- _Work item_: Go through the listing below and count the lines with "family" in them. Only the count is needed.

- _Provided records_:
- - -
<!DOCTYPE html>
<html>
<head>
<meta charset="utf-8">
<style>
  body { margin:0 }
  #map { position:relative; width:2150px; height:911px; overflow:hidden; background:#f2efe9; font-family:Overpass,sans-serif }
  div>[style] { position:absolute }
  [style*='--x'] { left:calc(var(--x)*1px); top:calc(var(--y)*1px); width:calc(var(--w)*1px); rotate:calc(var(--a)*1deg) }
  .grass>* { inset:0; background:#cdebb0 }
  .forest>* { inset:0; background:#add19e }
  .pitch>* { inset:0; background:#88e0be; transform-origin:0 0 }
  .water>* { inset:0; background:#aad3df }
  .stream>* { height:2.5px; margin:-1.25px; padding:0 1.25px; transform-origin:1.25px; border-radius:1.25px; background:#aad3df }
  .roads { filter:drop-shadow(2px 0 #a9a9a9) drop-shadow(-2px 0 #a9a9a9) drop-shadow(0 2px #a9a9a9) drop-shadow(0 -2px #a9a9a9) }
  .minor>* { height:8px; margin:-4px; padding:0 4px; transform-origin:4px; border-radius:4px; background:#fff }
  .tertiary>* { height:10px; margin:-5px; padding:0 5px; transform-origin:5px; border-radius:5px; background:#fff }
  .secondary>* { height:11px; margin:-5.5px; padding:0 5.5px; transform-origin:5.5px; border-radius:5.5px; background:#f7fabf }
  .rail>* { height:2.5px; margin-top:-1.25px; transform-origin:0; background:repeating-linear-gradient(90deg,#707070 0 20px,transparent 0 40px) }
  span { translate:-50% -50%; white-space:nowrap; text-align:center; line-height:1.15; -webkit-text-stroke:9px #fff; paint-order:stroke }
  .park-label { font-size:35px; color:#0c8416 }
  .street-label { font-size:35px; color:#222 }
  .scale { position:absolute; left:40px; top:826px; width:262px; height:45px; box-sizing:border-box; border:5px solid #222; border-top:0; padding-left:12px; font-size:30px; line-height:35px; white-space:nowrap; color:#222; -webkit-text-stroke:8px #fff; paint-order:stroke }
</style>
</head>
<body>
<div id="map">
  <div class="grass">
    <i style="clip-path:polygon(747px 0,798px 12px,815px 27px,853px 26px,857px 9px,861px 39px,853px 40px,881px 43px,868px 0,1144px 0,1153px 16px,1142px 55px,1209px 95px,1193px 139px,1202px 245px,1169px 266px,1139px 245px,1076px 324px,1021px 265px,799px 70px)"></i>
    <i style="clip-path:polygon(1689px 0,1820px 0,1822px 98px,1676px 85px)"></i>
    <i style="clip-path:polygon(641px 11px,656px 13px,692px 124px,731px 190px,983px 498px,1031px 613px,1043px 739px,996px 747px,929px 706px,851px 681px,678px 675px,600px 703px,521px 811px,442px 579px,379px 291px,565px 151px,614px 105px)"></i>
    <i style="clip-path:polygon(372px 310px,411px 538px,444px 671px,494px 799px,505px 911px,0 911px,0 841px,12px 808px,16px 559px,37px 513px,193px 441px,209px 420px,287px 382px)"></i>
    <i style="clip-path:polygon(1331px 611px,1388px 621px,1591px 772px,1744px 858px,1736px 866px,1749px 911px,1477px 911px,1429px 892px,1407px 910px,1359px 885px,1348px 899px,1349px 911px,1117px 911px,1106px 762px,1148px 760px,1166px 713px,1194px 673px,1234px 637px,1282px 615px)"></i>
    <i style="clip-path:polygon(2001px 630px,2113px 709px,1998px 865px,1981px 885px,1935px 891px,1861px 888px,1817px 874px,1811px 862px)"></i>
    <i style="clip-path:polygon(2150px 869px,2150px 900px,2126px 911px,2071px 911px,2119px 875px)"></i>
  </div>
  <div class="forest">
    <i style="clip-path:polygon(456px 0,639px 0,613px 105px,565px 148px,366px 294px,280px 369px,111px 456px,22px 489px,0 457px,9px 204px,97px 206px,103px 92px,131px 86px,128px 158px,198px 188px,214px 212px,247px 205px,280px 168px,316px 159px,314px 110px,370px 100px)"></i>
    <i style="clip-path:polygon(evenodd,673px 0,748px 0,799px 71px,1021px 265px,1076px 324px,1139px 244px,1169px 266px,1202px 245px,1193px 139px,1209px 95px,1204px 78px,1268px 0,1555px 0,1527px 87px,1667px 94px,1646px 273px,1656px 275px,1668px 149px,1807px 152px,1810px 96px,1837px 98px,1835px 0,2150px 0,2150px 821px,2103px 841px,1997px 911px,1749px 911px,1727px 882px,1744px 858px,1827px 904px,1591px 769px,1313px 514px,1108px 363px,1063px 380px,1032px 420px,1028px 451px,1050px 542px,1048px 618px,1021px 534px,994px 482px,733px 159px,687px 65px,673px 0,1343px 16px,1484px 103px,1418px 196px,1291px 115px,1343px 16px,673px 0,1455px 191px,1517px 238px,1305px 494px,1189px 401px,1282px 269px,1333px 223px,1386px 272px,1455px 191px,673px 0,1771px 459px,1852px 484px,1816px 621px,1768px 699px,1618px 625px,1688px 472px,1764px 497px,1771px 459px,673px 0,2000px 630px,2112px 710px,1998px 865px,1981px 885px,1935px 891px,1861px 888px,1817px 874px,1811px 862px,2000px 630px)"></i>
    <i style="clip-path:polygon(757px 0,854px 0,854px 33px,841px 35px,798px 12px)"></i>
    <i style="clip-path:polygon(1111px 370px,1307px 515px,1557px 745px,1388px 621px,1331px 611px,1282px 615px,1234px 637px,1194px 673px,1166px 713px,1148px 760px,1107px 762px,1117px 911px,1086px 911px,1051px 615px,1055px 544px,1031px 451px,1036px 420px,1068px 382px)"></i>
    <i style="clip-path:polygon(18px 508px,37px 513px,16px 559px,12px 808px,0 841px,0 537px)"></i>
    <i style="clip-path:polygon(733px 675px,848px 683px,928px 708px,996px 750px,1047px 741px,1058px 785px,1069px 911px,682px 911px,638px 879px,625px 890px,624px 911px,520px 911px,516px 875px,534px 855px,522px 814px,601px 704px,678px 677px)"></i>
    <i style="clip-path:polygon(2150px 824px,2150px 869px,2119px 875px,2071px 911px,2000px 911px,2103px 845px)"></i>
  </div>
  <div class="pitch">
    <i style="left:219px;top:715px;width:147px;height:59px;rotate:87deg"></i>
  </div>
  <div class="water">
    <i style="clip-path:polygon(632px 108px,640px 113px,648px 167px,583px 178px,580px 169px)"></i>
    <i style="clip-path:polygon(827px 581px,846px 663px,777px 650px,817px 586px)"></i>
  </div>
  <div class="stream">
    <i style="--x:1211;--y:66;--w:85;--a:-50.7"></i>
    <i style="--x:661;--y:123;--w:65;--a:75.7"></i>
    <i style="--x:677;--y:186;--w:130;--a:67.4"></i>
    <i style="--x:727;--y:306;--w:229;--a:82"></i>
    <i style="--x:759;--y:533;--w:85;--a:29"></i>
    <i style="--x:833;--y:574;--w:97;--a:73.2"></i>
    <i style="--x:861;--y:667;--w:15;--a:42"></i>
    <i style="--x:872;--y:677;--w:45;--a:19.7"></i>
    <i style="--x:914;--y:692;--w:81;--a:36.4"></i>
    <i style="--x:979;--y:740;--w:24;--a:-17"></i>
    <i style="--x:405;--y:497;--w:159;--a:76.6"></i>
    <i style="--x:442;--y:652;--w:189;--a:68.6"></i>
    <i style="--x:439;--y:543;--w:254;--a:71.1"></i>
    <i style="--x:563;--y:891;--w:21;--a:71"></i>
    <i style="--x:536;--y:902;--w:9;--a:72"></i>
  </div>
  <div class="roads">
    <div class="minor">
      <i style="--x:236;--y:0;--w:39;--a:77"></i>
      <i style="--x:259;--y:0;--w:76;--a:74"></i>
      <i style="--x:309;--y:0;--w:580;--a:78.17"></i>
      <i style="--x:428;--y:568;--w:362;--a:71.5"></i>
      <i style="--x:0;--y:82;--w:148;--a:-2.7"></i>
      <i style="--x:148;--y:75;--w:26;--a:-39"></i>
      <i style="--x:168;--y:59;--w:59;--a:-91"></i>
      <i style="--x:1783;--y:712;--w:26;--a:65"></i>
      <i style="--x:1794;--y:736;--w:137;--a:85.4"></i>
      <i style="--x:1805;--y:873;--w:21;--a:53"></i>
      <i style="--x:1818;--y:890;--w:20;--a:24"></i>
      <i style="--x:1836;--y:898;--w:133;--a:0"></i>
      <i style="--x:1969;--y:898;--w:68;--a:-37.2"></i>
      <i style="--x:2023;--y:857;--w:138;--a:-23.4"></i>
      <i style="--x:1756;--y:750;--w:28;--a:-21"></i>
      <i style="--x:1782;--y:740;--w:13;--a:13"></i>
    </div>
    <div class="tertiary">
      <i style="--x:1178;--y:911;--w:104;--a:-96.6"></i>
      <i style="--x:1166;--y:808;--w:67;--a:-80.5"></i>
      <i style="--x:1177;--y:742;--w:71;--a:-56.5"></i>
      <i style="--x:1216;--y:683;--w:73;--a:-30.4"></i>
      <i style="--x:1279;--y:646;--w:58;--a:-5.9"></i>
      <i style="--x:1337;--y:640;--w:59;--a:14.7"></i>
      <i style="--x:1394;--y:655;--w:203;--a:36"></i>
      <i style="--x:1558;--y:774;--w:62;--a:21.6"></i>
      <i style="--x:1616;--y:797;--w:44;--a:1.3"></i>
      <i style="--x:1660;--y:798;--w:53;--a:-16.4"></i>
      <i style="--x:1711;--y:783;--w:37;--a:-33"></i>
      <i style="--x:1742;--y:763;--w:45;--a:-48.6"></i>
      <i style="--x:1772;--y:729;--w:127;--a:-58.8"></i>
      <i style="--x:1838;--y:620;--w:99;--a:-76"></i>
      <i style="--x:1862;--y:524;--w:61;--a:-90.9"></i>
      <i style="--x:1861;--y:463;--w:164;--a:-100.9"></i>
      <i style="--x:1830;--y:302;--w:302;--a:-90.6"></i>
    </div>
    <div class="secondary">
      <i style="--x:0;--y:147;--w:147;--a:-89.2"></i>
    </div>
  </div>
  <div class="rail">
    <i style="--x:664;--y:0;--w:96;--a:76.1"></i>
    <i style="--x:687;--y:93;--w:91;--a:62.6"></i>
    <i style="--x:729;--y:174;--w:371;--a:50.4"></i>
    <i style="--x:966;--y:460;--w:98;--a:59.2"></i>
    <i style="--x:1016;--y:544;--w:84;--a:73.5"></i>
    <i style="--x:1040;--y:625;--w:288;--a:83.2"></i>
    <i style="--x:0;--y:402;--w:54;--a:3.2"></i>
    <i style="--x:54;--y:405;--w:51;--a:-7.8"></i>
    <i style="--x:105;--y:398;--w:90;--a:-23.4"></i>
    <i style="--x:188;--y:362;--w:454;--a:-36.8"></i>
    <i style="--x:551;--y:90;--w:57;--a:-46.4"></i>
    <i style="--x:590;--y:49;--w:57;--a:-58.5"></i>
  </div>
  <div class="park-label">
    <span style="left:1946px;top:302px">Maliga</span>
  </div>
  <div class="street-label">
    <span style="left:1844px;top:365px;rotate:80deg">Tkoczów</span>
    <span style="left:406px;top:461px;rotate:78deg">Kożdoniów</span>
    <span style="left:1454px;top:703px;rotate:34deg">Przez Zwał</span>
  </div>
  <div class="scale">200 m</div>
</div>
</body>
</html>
- - -
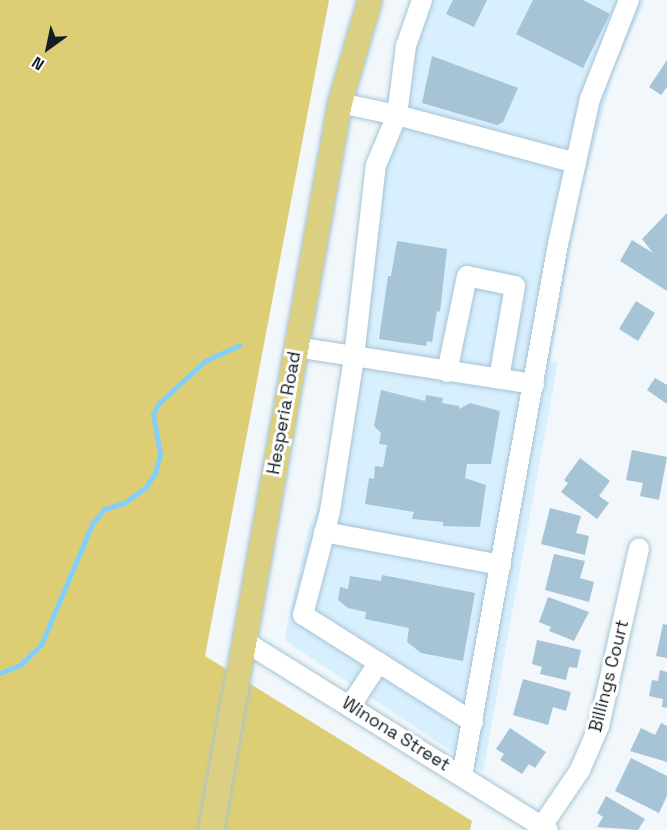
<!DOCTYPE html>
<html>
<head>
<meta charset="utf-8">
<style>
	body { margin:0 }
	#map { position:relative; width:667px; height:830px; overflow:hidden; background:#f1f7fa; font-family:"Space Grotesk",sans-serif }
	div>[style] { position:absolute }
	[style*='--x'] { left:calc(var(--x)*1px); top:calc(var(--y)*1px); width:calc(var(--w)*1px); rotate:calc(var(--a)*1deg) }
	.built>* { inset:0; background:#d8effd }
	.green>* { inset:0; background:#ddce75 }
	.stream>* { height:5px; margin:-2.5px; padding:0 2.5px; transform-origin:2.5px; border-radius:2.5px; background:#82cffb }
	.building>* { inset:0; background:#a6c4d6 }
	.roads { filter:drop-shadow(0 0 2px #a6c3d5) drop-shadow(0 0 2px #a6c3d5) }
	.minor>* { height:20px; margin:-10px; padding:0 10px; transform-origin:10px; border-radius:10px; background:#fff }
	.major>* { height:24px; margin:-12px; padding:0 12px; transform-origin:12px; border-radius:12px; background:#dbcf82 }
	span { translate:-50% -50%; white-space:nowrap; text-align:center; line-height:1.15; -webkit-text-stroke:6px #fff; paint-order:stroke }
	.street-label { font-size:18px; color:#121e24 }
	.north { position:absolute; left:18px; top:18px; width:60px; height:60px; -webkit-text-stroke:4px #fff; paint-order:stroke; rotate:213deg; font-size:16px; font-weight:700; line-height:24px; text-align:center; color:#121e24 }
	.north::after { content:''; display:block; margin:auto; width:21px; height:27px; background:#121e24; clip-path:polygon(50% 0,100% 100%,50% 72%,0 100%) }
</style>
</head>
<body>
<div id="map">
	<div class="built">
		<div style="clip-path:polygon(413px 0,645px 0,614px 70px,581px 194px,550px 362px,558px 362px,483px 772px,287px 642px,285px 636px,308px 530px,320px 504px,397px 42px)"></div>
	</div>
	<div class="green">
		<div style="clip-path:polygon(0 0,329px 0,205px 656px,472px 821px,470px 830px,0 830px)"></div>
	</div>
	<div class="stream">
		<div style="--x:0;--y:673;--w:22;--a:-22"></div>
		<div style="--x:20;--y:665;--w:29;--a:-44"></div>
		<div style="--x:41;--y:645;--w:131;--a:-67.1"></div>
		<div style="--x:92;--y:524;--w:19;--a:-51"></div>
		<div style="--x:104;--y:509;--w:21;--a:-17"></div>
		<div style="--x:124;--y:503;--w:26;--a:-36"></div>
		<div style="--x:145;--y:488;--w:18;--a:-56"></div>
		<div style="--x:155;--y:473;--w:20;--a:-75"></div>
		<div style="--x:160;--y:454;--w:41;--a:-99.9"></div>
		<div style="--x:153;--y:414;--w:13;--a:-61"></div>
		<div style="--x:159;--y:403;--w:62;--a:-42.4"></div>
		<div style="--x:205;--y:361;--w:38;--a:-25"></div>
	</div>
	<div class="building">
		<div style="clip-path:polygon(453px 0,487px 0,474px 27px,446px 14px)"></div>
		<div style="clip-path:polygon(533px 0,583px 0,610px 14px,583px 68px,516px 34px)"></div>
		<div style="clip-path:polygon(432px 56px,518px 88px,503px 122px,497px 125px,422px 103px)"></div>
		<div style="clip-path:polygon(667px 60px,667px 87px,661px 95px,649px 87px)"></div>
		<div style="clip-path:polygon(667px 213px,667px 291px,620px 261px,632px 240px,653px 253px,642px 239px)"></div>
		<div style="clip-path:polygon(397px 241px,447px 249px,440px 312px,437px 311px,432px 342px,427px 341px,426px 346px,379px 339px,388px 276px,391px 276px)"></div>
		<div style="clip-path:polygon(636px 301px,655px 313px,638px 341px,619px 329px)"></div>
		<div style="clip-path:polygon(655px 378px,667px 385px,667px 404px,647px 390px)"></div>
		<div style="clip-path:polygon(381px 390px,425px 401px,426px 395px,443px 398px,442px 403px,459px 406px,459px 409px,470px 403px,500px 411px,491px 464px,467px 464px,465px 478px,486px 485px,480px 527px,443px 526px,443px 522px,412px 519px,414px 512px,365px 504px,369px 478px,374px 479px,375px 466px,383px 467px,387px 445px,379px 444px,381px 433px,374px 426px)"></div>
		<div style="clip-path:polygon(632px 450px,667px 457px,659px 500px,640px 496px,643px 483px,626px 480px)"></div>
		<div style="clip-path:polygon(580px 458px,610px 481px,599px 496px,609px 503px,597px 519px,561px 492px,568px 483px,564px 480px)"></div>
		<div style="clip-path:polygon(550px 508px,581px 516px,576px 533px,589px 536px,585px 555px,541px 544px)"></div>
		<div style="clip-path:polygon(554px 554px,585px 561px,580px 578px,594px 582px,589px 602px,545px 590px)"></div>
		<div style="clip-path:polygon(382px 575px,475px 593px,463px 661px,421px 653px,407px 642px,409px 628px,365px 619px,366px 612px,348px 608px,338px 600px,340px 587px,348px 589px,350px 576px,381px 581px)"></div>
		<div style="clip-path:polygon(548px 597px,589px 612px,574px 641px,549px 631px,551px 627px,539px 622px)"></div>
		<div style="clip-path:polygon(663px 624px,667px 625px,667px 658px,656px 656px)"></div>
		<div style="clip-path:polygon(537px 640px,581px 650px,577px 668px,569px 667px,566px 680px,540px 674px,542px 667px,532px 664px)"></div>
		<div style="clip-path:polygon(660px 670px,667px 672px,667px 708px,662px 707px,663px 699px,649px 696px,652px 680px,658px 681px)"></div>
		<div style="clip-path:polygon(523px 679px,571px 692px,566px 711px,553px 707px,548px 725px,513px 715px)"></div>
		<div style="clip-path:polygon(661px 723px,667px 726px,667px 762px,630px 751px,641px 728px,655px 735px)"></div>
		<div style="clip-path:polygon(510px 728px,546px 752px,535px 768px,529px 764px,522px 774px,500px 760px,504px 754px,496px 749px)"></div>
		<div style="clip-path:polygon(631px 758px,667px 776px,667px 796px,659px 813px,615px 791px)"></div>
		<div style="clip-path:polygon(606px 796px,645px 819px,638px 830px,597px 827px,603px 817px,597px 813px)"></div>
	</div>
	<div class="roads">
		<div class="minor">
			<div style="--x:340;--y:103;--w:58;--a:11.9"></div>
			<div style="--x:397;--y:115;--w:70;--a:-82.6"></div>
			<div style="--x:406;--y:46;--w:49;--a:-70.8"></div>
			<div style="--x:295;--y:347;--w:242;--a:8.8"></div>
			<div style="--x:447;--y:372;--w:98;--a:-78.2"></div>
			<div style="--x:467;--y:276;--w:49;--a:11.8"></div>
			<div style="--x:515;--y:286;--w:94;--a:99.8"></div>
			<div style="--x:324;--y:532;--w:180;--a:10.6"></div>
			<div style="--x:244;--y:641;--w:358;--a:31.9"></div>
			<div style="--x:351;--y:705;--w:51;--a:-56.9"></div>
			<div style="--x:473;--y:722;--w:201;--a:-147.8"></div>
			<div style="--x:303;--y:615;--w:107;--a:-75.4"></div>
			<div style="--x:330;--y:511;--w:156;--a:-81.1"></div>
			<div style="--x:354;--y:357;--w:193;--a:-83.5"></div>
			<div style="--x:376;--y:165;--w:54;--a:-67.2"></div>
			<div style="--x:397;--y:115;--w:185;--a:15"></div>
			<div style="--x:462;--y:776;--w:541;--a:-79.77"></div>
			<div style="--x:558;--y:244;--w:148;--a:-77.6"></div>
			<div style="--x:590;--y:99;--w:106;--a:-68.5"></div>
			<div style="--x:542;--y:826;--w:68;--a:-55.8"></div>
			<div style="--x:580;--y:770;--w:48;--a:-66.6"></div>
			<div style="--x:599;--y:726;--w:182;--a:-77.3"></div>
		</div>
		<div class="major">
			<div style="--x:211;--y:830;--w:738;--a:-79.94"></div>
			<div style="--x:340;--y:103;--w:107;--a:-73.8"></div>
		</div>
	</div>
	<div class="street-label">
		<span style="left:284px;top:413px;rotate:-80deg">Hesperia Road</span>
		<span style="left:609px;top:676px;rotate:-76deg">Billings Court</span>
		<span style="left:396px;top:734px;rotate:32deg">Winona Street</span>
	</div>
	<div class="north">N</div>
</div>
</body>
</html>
- - -
- _Exercise output_: 2